Now, let's break it down. Indices compare things like last year's sales vs. this year's, or your targets vs. what actually happened. They're super handy for understanding your data and can be a helpful benchmark.
But here's the tricky part: interpreting these indices. People often oversimplify, thinking over 100 is always great and under 100 is not so great. The truth is, it's all about context and strategy.
Let's look closer:
- Category Development Index / CDI: It's all about comparing your brand's share at a retailer to its share in the market. But remember, a number over or under 100 doesn't tell the whole story. What's the retailer's game plan? That's what matters. Check out my video below that explain more details about this powerful calculation:
- Fair Share Index / FSI: This one's about measuring how your tactics (like share of shelf, items, promotions or displays) stack up against your category share. Suppliers/Manufacturers, this is crucial for you. Think beyond the number – align with the retailer's big-picture goals. It's important to go beyond simply receiving (or demanding) your "fair share" and instead, strategize and understand why retailers would be willing to give you more than your fair share of a tactic for your brands.

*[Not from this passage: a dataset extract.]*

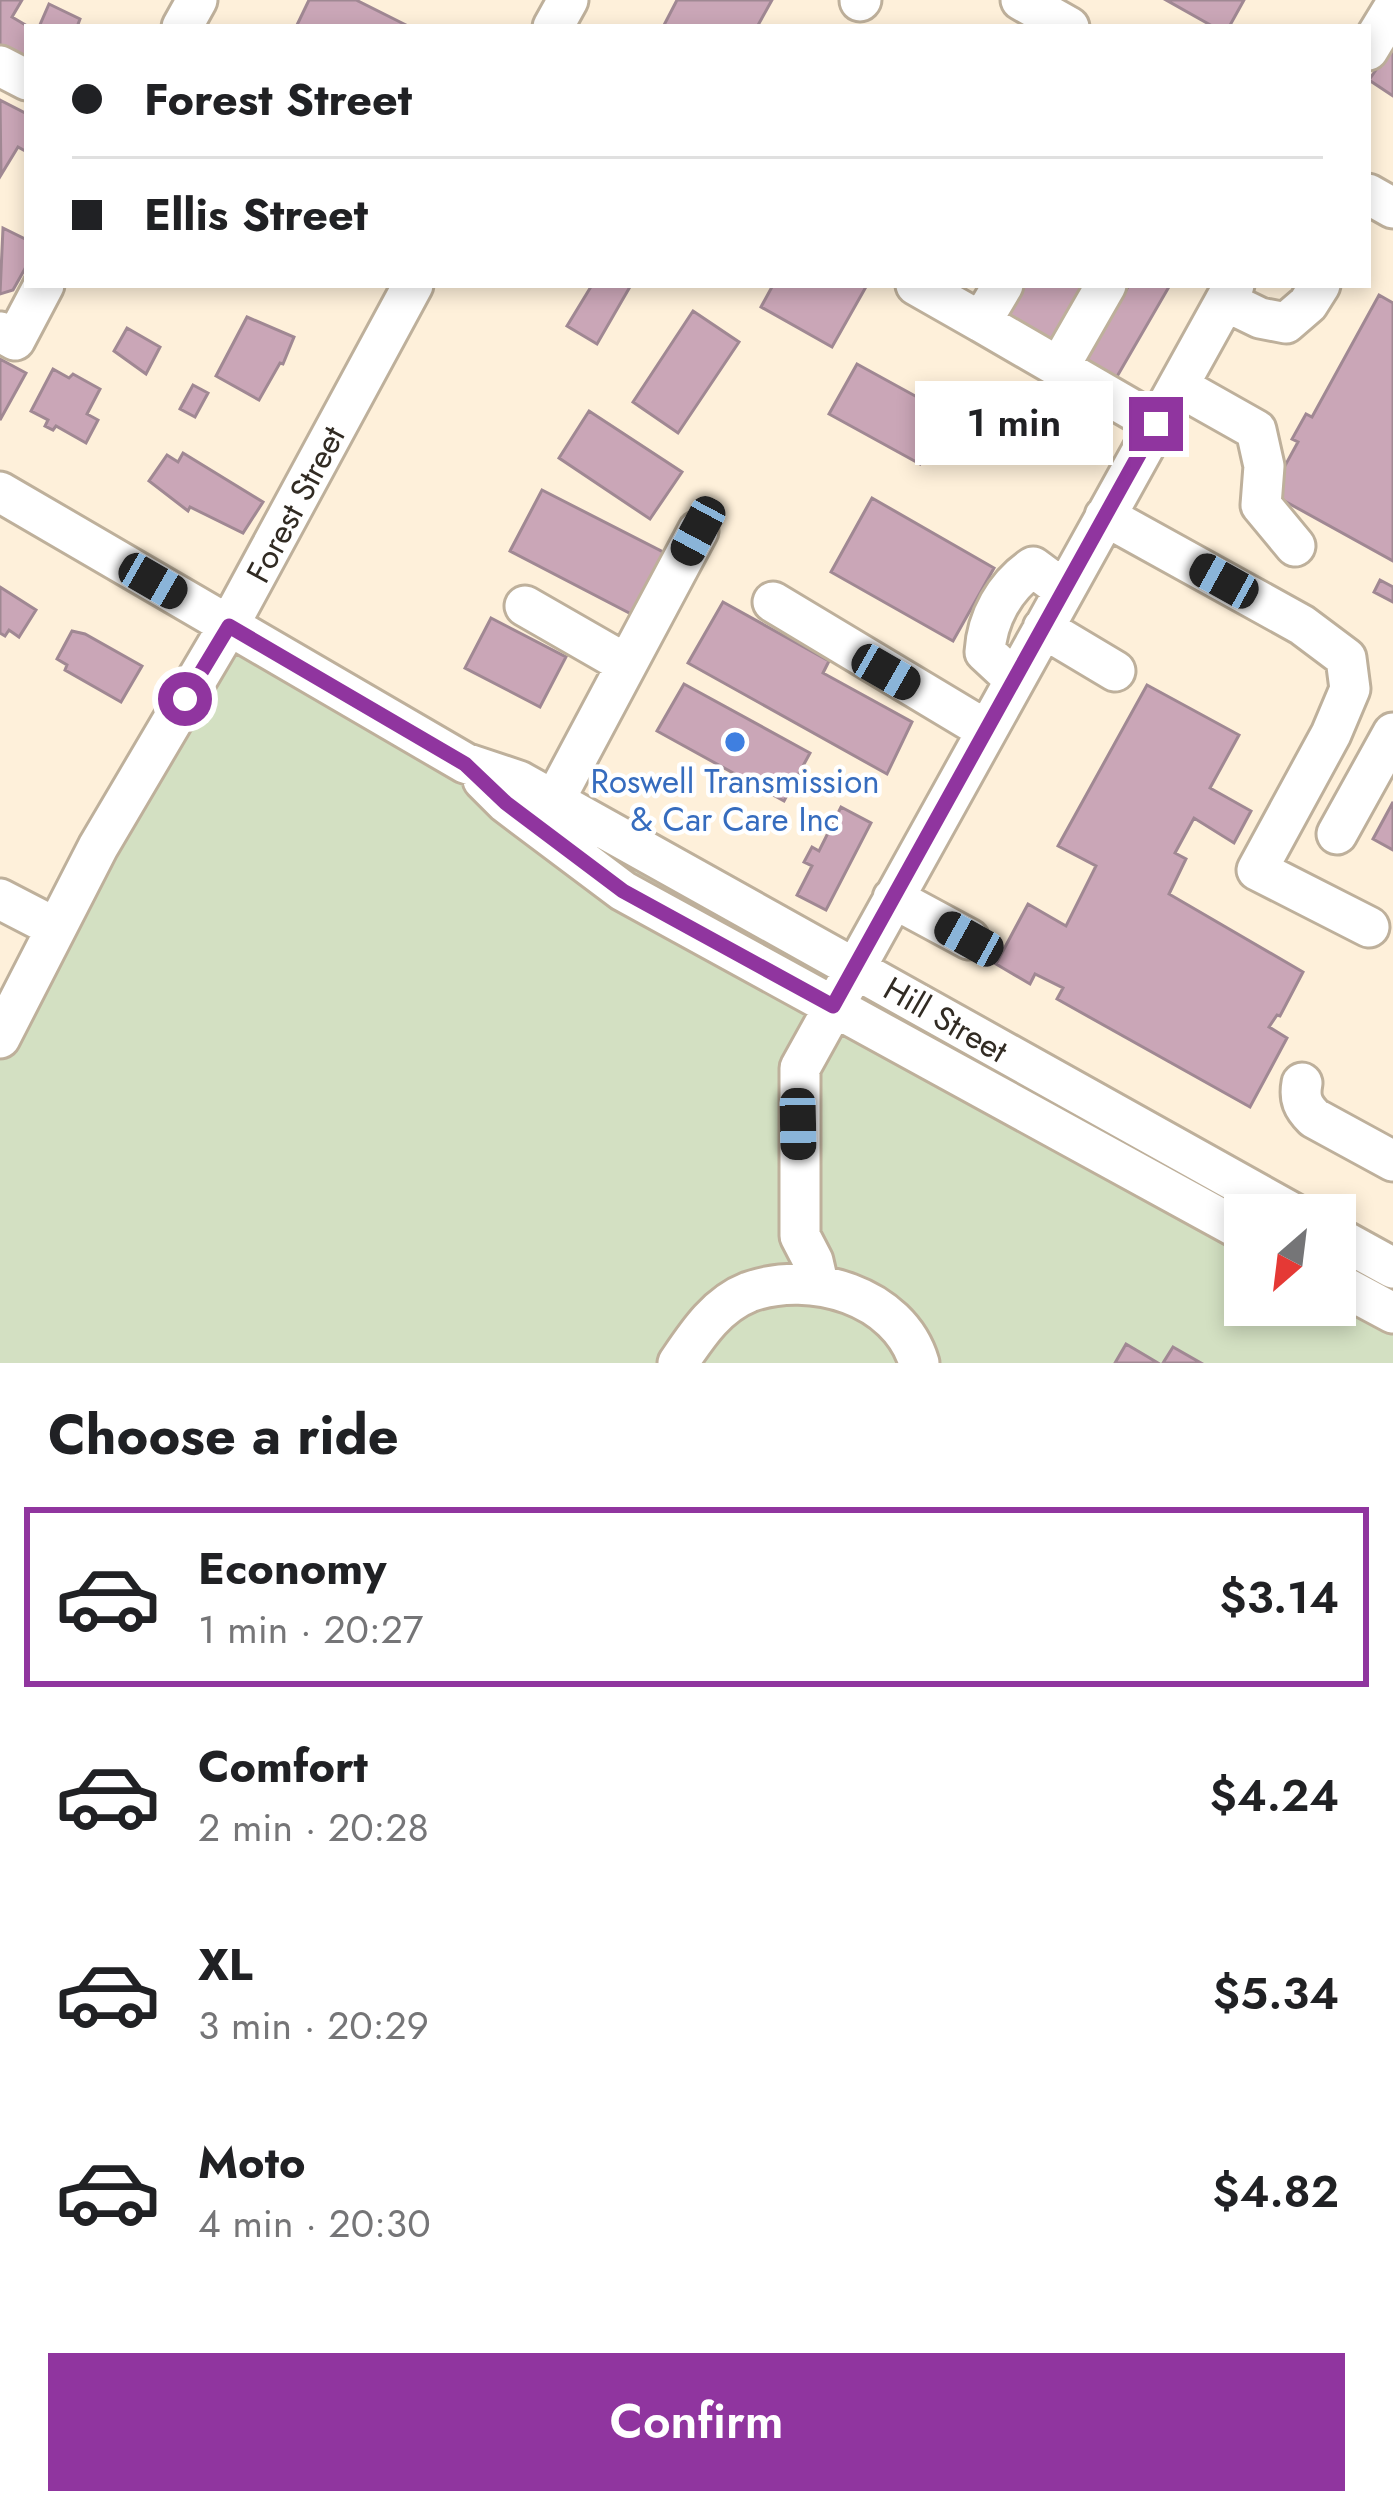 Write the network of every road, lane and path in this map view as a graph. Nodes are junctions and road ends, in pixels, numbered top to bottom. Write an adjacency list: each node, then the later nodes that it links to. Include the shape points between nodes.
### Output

- Index vs ACV Measure: This is a cool way for retailers to see how developed their categories are relative to the total market. However, it's important to remember that numbers alone don't tell the whole story. To truly excel in category management, you must have a strong understanding of your target shoppers and develop strategies that align with their needs. This means prioritizing certain categories over others based on your shoppers' preferences. Take the time to analyze your competition and consider how you can outperform them. It's not just about the numbers, but about creating a comprehensive and effective category strategy that sets you apart from the rest.
So, what's the takeaway?
- For Retailers: Forget the standard '100' benchmark. And don't allow your suppliers to persuade you that aiming for indices of 100 for all the brands you carry is the ultimate goal. Set your own goals that mesh with your shopper strategies and category targets.
- For Suppliers/Manufacturers: Focus less on what you're not getting and more on why a retailer should boost your brands with the data to back it up. This can be determined by the value your brands bring to the retailer's desired customer base, the evolving shopping trends, or other valuable insights about the category that you can extract from the data.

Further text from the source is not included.